Keypoint coordinate data
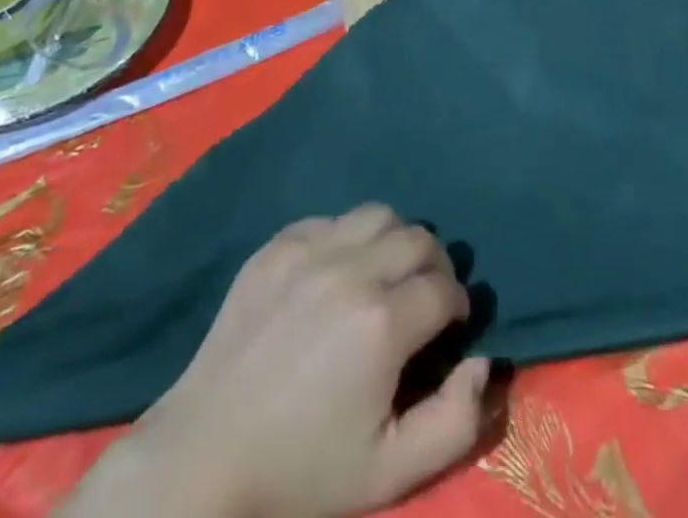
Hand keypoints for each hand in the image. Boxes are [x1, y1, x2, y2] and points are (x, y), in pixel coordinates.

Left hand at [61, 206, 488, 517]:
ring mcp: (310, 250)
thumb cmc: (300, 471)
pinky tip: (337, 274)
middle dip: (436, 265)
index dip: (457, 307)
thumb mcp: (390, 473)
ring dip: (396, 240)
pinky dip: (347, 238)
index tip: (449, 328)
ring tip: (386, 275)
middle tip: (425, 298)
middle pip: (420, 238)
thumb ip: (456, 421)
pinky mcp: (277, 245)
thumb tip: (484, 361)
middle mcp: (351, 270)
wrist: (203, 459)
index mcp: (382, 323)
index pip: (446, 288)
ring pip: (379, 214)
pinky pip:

* The problem: Using only the data above, copy out the lines that include the word "pinky".

* Exercise answer:
pinky tip: (337, 274)
pinky dip: (347, 238)
pinky mcp: (277, 245)
pinky pip:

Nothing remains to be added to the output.